- **WHAT IS REQUIRED**
Write out every line exactly, from the first line of the records below through the line that contains "I am building".

- **RECORDS TO USE**
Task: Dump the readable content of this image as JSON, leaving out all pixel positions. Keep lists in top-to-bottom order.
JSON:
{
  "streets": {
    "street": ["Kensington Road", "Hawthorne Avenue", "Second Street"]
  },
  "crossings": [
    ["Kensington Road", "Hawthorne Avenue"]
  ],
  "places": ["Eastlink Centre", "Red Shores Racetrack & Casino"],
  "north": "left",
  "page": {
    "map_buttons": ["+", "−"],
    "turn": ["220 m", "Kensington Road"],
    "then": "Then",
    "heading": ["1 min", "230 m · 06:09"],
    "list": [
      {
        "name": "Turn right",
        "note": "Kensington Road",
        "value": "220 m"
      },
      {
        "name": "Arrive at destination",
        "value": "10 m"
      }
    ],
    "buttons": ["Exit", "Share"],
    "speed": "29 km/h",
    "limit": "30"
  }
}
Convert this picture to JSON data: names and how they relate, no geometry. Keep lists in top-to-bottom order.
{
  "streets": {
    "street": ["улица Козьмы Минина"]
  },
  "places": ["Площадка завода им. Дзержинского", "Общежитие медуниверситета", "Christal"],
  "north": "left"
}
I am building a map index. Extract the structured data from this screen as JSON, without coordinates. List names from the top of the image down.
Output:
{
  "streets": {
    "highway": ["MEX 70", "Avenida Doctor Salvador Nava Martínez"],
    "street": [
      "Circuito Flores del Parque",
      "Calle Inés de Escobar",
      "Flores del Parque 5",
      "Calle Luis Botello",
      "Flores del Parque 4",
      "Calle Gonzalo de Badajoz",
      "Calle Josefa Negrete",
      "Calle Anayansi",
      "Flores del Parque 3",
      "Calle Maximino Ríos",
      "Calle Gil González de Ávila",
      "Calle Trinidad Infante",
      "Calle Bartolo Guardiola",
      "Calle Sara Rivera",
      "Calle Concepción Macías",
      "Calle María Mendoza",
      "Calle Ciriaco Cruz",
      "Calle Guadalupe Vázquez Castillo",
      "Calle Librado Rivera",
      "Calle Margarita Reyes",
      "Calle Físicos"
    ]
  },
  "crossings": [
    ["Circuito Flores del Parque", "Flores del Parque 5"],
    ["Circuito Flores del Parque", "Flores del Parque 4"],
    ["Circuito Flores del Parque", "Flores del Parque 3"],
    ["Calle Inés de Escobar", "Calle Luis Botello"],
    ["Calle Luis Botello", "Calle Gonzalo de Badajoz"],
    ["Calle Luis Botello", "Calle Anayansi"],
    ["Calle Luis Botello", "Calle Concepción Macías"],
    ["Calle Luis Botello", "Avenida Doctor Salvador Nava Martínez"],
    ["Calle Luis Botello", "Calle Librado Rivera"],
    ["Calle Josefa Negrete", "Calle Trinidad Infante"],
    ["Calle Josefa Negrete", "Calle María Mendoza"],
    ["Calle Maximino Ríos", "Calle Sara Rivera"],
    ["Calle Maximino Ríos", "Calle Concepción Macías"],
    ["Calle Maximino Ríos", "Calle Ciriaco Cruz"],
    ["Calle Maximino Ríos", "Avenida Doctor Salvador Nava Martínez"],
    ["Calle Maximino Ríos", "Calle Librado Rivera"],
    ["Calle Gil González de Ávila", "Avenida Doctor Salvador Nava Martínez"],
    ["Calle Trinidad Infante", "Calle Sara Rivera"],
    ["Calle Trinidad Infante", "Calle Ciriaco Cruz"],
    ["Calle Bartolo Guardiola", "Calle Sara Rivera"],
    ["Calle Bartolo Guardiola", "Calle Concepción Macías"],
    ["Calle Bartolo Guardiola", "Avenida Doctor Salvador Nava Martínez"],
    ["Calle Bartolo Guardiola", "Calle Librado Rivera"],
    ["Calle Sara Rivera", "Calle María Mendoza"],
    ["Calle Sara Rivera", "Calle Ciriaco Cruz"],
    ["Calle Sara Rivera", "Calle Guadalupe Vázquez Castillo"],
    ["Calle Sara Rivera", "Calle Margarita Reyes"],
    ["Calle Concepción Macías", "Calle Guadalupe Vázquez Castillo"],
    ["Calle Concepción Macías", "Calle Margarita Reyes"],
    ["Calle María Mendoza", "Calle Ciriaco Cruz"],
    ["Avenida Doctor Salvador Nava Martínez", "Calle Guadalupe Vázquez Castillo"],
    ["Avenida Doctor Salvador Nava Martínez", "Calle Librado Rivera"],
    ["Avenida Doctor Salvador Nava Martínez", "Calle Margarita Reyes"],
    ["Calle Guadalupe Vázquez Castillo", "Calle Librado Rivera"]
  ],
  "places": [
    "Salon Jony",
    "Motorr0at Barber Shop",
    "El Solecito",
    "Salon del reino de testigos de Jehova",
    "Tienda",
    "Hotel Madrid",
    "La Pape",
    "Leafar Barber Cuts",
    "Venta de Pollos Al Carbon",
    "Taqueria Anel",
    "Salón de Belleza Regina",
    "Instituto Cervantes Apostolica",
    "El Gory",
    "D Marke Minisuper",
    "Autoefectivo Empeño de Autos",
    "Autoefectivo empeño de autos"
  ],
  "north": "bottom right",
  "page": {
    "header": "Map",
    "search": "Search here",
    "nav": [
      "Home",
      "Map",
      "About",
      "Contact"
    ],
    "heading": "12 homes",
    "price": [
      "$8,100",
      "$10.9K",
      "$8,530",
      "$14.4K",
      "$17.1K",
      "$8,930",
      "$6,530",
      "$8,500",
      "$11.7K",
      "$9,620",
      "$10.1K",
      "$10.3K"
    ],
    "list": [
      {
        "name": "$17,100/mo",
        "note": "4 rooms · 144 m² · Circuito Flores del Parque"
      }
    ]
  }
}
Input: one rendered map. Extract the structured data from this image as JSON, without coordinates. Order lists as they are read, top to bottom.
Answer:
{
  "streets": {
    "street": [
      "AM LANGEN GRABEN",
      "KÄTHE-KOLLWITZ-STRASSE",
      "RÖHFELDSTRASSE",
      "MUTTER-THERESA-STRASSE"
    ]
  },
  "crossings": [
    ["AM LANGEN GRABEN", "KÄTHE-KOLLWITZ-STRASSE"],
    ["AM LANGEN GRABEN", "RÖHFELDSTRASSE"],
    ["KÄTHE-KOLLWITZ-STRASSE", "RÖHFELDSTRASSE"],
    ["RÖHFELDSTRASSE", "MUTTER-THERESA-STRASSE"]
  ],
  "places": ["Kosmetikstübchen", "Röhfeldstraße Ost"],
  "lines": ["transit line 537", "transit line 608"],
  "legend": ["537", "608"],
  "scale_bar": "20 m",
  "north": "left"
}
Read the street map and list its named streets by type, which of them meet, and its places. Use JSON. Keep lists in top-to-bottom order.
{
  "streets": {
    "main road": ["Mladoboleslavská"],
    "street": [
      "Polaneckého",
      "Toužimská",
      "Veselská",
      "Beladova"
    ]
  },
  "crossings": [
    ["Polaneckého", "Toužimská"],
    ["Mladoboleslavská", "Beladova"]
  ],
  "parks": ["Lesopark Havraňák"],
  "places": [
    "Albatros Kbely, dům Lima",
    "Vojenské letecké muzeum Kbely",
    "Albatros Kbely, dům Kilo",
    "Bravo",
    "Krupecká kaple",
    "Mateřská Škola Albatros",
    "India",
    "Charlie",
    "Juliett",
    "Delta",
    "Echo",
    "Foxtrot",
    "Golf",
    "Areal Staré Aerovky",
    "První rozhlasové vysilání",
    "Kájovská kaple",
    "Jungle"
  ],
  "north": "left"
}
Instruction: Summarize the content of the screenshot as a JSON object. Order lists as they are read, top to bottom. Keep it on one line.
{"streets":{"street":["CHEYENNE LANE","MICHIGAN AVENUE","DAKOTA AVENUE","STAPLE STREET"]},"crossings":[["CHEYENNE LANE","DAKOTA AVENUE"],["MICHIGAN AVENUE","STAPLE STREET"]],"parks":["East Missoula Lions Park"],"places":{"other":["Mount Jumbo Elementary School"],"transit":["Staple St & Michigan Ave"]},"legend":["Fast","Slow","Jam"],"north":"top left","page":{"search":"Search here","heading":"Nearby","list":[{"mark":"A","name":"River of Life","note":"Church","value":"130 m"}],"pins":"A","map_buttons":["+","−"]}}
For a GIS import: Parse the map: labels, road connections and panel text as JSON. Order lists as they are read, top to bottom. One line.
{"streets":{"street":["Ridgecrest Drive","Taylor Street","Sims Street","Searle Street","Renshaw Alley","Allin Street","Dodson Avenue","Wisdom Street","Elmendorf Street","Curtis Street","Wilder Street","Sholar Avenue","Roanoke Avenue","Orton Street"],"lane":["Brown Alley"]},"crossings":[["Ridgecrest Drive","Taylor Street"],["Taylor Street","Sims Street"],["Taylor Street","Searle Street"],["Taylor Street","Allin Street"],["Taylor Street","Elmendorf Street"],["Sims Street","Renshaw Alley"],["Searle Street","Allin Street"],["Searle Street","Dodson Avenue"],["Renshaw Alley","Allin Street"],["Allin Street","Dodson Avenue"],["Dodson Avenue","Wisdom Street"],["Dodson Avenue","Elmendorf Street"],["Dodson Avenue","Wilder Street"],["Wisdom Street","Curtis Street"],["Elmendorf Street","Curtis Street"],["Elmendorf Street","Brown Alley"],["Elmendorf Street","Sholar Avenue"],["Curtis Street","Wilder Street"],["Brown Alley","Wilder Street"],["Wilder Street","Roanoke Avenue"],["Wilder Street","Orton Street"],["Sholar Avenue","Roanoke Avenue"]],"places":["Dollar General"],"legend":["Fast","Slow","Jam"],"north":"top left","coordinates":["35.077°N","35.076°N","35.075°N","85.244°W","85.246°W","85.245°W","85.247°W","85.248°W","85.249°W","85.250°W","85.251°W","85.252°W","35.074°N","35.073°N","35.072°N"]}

- **RESULT FOR THIS EXERCISE**
Task: Dump the readable content of this image as JSON, leaving out all pixel positions. Keep lists in top-to-bottom order.
JSON:
{
  "streets": {
    "street": ["Kensington Road", "Hawthorne Avenue", "Second Street"]
  },
  "crossings": [
    ["Kensington Road", "Hawthorne Avenue"]
  ],
  "places": ["Eastlink Centre", "Red Shores Racetrack & Casino"],
  "north": "left",
  "page": {
    "map_buttons": ["+", "−"],
    "turn": ["220 m", "Kensington Road"],
    "then": "Then",
    "heading": ["1 min", "230 m · 06:09"],
    "list": [
      {
        "name": "Turn right",
        "note": "Kensington Road",
        "value": "220 m"
      },
      {
        "name": "Arrive at destination",
        "value": "10 m"
      }
    ],
    "buttons": ["Exit", "Share"],
    "speed": "29 km/h",
    "limit": "30"
  }
}
Convert this picture to JSON data: names and how they relate, no geometry. Keep lists in top-to-bottom order.
{
  "streets": {
    "street": ["улица Козьмы Минина"]
  },
  "places": ["Площадка завода им. Дзержинского", "Общежитие медуниверситета", "Christal"],
  "north": "left"
}
I am building a map index. Extract the structured data from this screen as JSON, without coordinates. List names from the top of the image down.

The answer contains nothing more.